(after Test 2)

Last Monday we discussed:

• Computing the expected value for a continuous RV

• Define the variance and standard deviation for discrete and for continuous RVs

• Computing the variance for discrete and continuous RVs, using the definition and also the “computational formula”.

All definitions and many of the computations are in the slideshows:

Math2501ExpectedValueForRVs-slideshow

Math2501VarianceForRVs-slideshow

Make sure that you know the definitions and the notations! There is a pretty good summary of the notation, facts, and definitions about random variables in the box on the first page of these notes

(which are on the distributions and densities we will study next, so you may want to look through them.)

 

Another example worked in class: We also computed the expected value and variance for a continuous RV with pdf $f(x) = 3x^{2}$ for $0 < x < 1$. Here are the computations: (I omit a few details of the computation which you can probably fill in without much trouble)

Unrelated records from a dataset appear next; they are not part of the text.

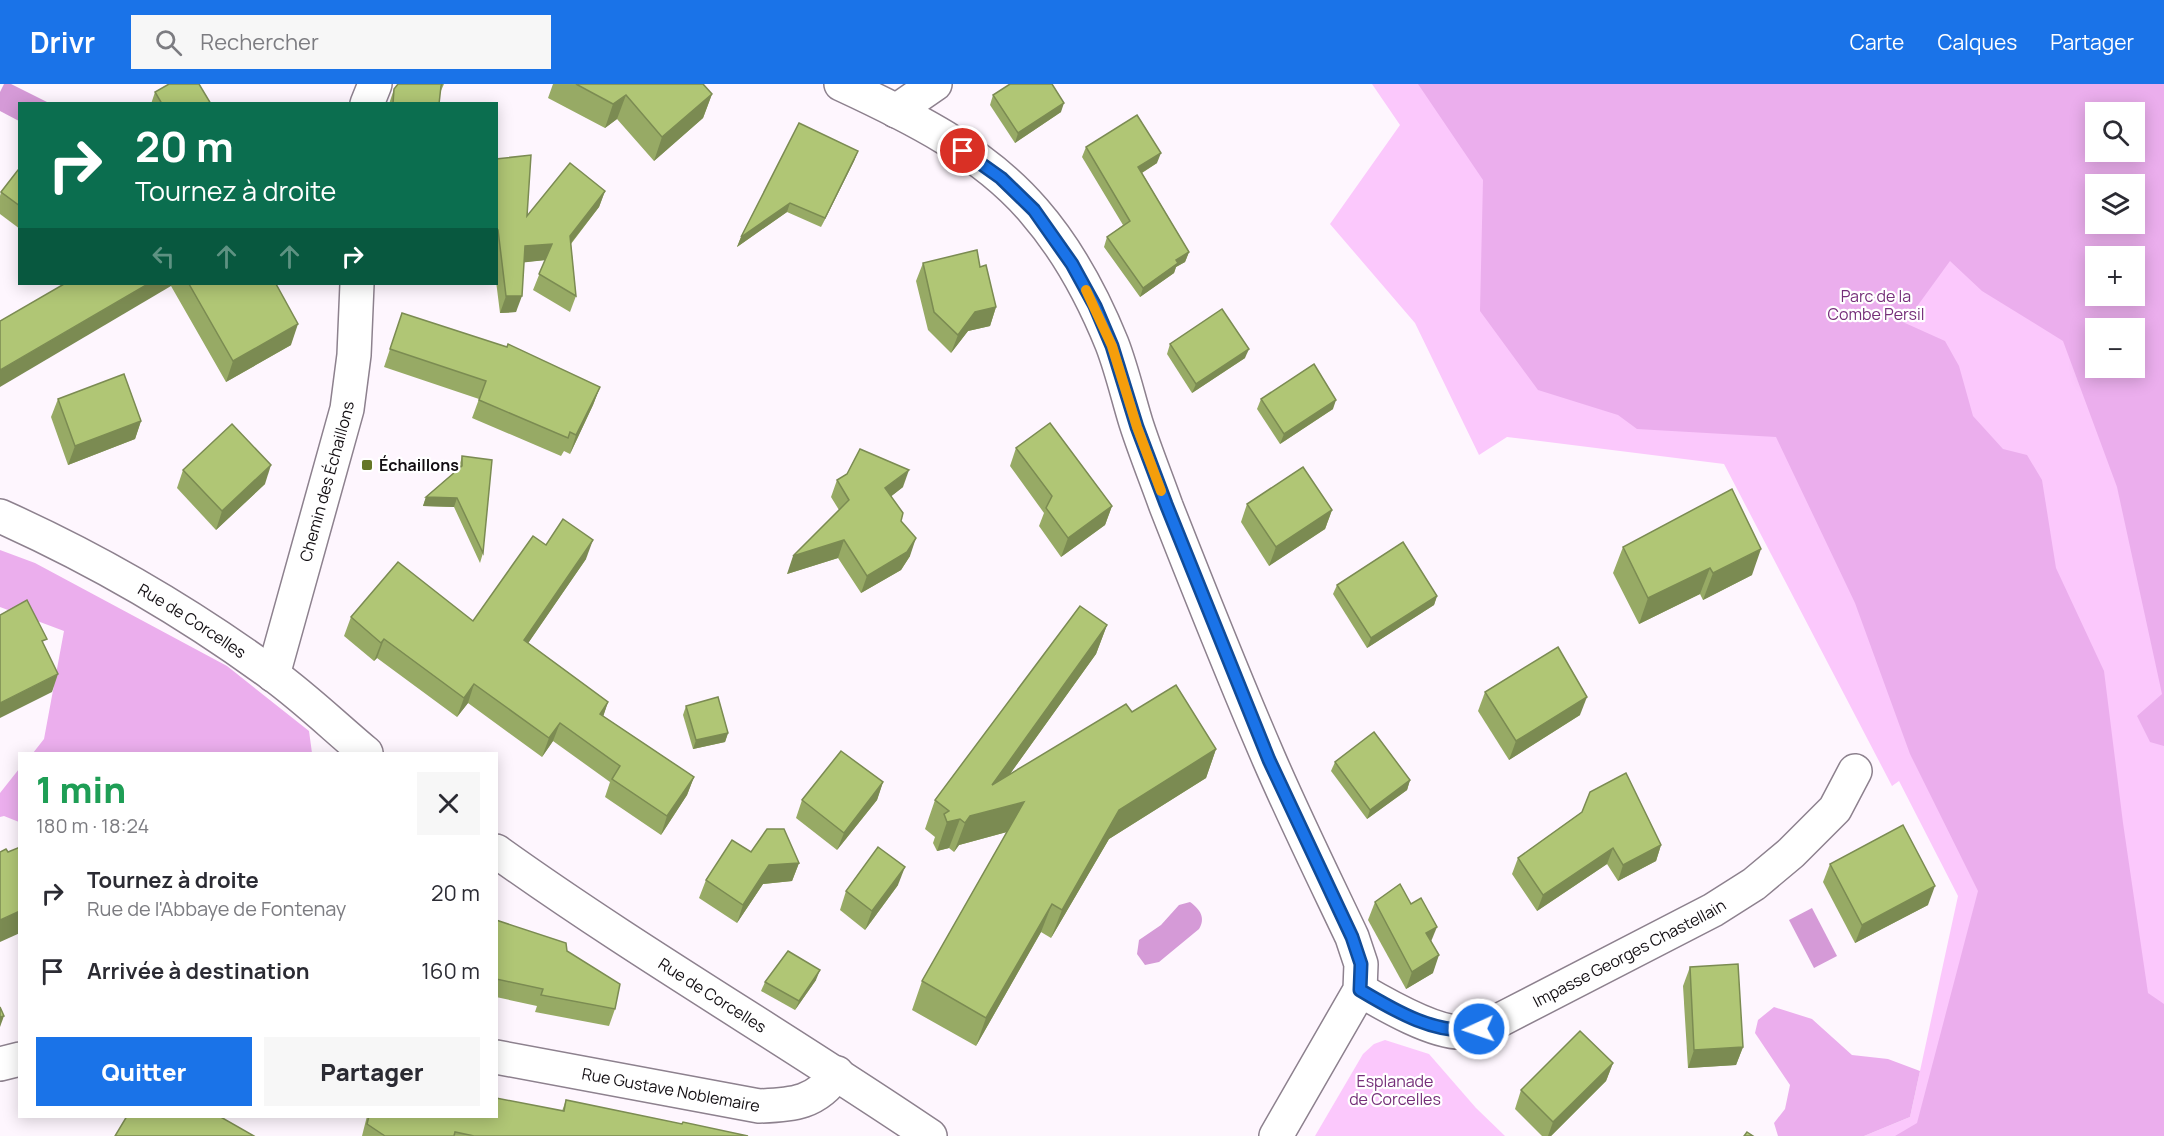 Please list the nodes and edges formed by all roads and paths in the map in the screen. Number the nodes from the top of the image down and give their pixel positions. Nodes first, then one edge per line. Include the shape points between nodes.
1 (375, 84) edge
2 (841, 84) edge
3 (935, 84) edge
4 (368, 102) edge
5 (896, 111) junction
6 (357, 285) edge
7 (0, 516) edge
8 (273, 675) junction
9 (365, 752) edge
10 (1855, 771) dead end
11 (498, 852) edge
12 (1360, 990) junction
13 (498, 1057) edge
14 (18, 1060) edge
15 (0, 1064) edge
16 (837, 1073) junction
17 (930, 1136) edge
18 (1276, 1136) edge

1 - 4 street
2 - 5 street
3 - 5 street
5 - 12 street via 983,164 1017,193 1048,228 1095,306 1166,504 1269,760 1352,937 1361,964
6 - 8 street, Chemin des Échaillons via 347,409
7 - 8 street, Rue de Corcelles via 96,562
8 - 9 street, Rue de Corcelles
10 - 12 street, Impasse Georges Chastellain via 1835,809 1754,884 1703,915 1494,1023 1479,1029 1451,1031 1389,1007
11 - 16 street, Rue de Corcelles via 583,913
12 - 18 street
13 - 16 street, Rue Gustave Noblemaire via 759,1106 788,1106 816,1096
14 - 15 street
16 - 17 street, Rue de Corcelles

Computing the expected value (the mean) of X:

$E(X)$ or $\mu_{X}$ = $\displaystyle \int_{0}^{1}x\cdot3x^{2}\textrm{d}x = 3\int_{0}^{1}x^{3}\textrm{d}x$

$= 3\left[\frac{x^{4}}{4}\right]_{0}^{1}$

$= 3\cdot \frac{1}{4} = \frac{3}{4}$

Computing the variance of X using the definition of the variance:

$Var(X)$ or $\sigma_{X}^{2}$ = $\displaystyle \int_{0}^{1}\left(x -\frac{3}{4}\right)^{2}\cdot 3x^{2}\textrm{d}x$

$= 3\displaystyle \int_{0}^{1}\left(x^{2} – \frac{3}{2}x + \frac{9}{16}\right)\cdot x^{2}\textrm{d}x$

$= 3\displaystyle \int_{0}^{1}\left(x^{4} – \frac{3}{2}x^{3} + \frac{9}{16}x^{2}\right)\textrm{d}x$

$= 3\displaystyle \left[\frac{x^{5}}{5} – \frac{3}{2}\cdot\frac{x^{4}}{4} + \frac{9}{16}\cdot\frac{x^{3}}{3}\right]_{0}^{1}$

$= 3\displaystyle \left[\frac{1}{5} – \frac{3}{8} + \frac{3}{16}\right] = \frac{3}{80}$

So the variance is $\frac{3}{80}$

NOTE: And the standard deviation is $\sqrt{\frac{3}{80}}$

 

We can simplify this computation of the variance somewhat by using the computational formula (a result of a theorem)

$\sigma^{2}_{X} = E(X^{2}) – \mu_{X}^{2}$

Applying it to our RV, we already know $\mu_{X} = \frac{3}{4}$. We need $E(X^{2})$:

$E(X^{2}) = \displaystyle \int_{0}^{1}x^{2}\cdot 3x^{2}\textrm{d}x$

$= 3 \displaystyle \int_{0}^{1}x^{4}\textrm{d}x$

$= 3 \displaystyle \left[\frac{x^{5}}{5}\right]_{0}^{1}$

$ = \frac{3}{5}$

 

Now to compute the variance:

$\sigma^{2}_{X} = E(X^{2}) – \mu_{X}^{2} = \frac{3}{5} – \left(\frac{3}{4}\right)^{2} = \frac{3}{5} – \frac{9}{16} = \frac{3}{80}$

We get the same answer as using the definition (as we should, since this is a mathematical theorem.

 

Please note that the variance cannot ever be a negative number. That is because, by definition, we are taking the mean of the squared deviations, and squared real numbers cannot be negative. If your variance ever comes out negative, you have made an error somewhere!